More specifically, inclusion requires regulation. The digital divide is not defined by infrastructure: 80% of people in developing countries live under a cellular internet signal; yet only 30% have ever used the internet. Just building infrastructure will not make internet access affordable to someone in extreme poverty.
Instead, increasing take-up will require new business models to serve the poorest. Governments should use their regulatory levers, such as the allocation of broadcast spectrum licenses, to encourage network operators to pursue greater inclusion.

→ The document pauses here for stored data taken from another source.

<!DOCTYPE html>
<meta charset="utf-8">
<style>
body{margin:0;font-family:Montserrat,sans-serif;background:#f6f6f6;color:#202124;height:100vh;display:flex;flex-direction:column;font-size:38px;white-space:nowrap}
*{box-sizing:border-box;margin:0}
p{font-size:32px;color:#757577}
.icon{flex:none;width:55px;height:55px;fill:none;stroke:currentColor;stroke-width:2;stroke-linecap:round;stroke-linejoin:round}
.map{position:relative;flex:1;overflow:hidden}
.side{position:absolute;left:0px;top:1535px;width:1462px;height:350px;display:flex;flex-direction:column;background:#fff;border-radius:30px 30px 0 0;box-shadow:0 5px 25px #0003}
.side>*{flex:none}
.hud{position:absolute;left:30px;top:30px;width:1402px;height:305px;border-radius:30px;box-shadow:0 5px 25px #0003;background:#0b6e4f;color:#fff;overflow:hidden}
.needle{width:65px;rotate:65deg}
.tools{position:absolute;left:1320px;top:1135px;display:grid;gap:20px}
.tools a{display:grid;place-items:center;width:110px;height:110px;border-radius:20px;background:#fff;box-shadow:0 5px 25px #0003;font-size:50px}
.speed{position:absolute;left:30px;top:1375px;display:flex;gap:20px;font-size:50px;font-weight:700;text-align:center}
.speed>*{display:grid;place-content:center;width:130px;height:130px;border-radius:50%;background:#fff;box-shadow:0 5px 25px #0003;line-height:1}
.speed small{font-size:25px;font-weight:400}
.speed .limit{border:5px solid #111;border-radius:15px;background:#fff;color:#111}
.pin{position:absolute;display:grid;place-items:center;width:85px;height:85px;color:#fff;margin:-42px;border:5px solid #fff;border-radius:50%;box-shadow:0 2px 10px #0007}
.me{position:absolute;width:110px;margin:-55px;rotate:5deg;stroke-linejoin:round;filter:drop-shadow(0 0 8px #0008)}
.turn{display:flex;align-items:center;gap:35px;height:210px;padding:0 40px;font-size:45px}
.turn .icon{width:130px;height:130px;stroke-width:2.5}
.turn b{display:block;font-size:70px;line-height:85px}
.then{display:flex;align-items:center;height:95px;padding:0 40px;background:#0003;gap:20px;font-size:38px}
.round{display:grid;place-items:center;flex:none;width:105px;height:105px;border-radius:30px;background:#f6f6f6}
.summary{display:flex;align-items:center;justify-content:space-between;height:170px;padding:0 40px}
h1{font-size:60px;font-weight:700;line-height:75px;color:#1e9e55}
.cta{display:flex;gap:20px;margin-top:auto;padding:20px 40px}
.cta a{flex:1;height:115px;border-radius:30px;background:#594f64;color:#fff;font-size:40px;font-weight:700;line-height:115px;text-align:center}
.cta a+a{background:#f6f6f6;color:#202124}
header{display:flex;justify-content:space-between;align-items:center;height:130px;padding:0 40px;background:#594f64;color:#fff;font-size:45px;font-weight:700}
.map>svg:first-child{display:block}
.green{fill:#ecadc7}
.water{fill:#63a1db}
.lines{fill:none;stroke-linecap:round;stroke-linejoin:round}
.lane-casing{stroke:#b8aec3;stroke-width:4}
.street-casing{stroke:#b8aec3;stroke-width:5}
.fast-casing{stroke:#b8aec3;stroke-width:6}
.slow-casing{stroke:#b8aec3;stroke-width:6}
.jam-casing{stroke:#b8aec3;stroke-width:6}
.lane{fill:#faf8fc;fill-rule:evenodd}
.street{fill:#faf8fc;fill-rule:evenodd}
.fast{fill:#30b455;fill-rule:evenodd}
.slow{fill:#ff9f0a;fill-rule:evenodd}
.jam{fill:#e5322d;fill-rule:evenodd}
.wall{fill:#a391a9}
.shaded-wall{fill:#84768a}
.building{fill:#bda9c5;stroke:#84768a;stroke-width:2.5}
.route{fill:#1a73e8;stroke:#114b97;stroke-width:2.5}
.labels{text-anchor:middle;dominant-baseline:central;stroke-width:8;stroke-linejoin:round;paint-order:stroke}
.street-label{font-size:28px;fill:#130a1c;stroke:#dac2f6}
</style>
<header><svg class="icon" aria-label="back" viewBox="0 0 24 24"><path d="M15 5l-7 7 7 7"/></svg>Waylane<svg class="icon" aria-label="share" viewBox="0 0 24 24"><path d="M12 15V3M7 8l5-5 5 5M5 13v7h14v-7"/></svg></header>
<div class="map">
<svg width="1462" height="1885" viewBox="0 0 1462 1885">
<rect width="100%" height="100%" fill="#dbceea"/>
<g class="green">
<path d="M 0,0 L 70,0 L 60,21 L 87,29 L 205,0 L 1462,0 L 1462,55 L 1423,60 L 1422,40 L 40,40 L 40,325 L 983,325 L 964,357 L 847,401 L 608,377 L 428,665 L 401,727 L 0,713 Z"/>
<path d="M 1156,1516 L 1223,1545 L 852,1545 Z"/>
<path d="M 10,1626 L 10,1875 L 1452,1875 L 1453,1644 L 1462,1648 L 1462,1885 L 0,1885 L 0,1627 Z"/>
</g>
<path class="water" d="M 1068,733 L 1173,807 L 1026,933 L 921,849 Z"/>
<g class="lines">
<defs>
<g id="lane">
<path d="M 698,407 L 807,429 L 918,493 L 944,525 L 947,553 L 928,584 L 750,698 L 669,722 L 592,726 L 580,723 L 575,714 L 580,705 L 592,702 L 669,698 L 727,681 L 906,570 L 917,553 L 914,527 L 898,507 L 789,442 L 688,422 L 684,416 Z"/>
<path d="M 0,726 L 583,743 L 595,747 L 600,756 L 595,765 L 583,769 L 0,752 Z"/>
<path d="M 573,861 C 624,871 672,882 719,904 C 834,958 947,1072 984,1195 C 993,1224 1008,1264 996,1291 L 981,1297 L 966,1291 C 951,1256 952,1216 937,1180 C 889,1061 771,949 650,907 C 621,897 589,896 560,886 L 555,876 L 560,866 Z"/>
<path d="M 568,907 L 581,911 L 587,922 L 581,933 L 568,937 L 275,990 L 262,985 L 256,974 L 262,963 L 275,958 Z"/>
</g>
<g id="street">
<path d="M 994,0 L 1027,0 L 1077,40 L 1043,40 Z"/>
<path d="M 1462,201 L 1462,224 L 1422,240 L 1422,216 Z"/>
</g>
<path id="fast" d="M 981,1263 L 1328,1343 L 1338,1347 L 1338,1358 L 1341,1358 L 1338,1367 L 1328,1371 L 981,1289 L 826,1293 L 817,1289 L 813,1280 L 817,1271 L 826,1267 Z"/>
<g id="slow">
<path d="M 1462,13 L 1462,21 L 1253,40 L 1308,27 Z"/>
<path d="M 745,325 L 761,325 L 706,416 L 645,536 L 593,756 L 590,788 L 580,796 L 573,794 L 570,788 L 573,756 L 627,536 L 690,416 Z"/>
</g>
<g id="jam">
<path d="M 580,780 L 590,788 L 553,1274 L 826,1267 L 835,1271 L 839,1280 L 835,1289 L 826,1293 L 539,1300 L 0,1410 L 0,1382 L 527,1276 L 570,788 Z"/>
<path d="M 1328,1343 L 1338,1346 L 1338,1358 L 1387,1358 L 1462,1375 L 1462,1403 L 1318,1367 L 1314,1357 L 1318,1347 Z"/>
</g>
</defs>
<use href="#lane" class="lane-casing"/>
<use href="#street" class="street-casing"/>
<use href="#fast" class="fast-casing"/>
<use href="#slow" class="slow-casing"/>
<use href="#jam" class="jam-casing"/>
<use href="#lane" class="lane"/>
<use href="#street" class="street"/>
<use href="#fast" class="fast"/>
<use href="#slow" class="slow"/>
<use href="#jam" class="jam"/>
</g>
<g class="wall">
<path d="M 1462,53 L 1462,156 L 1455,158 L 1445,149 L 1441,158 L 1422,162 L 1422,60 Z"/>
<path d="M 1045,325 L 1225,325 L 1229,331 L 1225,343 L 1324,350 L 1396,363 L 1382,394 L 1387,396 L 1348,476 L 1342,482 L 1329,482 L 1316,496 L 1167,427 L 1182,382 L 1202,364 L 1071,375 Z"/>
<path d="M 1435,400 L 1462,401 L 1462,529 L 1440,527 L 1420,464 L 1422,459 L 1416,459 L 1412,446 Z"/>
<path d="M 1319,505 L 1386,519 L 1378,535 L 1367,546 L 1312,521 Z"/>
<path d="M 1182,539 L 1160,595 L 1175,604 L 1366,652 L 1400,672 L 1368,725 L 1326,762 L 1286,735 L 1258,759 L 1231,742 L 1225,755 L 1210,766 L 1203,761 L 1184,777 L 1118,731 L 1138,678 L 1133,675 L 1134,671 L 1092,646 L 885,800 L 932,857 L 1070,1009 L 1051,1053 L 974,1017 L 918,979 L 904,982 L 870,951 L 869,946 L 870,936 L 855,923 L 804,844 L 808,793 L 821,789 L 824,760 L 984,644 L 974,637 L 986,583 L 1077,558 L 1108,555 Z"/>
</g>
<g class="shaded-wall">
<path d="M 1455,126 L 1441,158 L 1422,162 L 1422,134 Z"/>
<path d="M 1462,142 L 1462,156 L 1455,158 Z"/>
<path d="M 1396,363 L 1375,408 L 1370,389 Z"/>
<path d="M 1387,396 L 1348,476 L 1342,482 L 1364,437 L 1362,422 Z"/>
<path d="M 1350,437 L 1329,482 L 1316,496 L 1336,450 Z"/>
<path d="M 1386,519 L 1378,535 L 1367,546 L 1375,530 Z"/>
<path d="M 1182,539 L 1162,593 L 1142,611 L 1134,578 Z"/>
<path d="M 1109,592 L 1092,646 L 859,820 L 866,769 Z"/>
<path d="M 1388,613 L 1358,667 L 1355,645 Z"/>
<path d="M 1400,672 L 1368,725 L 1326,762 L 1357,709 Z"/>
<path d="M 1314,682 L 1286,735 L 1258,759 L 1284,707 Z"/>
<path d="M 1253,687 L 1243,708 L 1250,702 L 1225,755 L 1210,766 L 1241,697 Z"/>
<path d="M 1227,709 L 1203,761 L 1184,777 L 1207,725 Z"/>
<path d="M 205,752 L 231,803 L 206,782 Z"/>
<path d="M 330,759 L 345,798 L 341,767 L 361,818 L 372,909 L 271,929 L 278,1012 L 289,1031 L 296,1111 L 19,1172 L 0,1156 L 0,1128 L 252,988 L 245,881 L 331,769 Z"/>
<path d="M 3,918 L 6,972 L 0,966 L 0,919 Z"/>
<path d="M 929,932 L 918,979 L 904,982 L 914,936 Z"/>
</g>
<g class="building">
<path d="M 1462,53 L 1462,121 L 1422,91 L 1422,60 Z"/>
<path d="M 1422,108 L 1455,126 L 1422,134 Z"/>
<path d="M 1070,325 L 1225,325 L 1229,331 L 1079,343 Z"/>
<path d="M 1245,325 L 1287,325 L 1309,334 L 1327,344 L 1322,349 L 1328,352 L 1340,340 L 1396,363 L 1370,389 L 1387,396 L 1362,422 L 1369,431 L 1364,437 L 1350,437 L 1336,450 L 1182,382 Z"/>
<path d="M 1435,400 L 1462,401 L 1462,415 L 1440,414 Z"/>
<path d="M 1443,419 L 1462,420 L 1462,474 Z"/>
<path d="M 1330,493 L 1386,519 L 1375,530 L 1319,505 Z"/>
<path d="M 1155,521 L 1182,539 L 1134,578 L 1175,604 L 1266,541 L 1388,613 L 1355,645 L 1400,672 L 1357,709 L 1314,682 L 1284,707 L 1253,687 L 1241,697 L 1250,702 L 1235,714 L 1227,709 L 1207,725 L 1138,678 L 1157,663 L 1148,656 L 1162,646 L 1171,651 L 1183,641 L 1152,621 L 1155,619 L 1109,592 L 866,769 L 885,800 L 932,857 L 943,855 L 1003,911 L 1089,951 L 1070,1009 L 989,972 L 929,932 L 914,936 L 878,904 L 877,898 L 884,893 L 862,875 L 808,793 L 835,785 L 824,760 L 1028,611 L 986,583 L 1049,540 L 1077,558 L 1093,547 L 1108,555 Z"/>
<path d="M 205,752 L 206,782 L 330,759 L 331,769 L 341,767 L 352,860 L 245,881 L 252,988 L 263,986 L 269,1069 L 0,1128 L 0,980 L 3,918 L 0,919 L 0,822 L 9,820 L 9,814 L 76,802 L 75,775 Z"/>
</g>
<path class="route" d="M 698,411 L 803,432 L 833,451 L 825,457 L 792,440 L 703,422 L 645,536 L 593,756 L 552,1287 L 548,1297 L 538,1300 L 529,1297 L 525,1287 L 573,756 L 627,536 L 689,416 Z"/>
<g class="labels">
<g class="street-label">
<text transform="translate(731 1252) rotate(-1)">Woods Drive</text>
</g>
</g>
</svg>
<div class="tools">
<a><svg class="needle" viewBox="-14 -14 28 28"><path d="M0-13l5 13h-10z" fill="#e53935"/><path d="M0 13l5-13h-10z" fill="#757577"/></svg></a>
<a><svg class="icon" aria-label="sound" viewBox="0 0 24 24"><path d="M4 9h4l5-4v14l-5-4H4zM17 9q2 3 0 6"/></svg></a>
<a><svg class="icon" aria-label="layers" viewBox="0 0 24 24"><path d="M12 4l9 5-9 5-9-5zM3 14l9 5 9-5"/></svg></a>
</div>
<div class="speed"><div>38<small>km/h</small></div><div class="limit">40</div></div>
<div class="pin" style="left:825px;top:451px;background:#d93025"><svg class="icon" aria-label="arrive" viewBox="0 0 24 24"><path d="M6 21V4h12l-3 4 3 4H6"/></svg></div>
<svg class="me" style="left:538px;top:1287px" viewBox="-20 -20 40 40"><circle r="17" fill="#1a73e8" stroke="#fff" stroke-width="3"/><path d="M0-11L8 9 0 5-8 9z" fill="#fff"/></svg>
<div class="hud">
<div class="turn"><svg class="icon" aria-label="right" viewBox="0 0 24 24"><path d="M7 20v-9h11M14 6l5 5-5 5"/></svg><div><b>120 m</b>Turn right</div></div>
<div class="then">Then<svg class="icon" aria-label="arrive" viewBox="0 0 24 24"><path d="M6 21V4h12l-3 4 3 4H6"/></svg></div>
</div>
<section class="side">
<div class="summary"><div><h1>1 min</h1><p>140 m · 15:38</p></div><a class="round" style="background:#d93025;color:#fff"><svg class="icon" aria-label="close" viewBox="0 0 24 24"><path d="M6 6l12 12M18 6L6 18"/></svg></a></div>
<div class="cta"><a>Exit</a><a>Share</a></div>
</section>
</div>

Fundamentally, the Pathways Commission’s concluding report focuses on the nature of change. The technological revolution is not simply about technology or ‘digital policy’ in isolation: this transition involves building a new deal for inclusive growth in the digital age.Development will come from deploying technologies in a conducive environment, alongside profitable business models, and with the necessary protections in place. Not every country has an environment in which firms, individuals and service providers can take full advantage of new digital technologies.
Creating this environment will primarily be a case of getting analogue matters of politics right – then the digital can follow.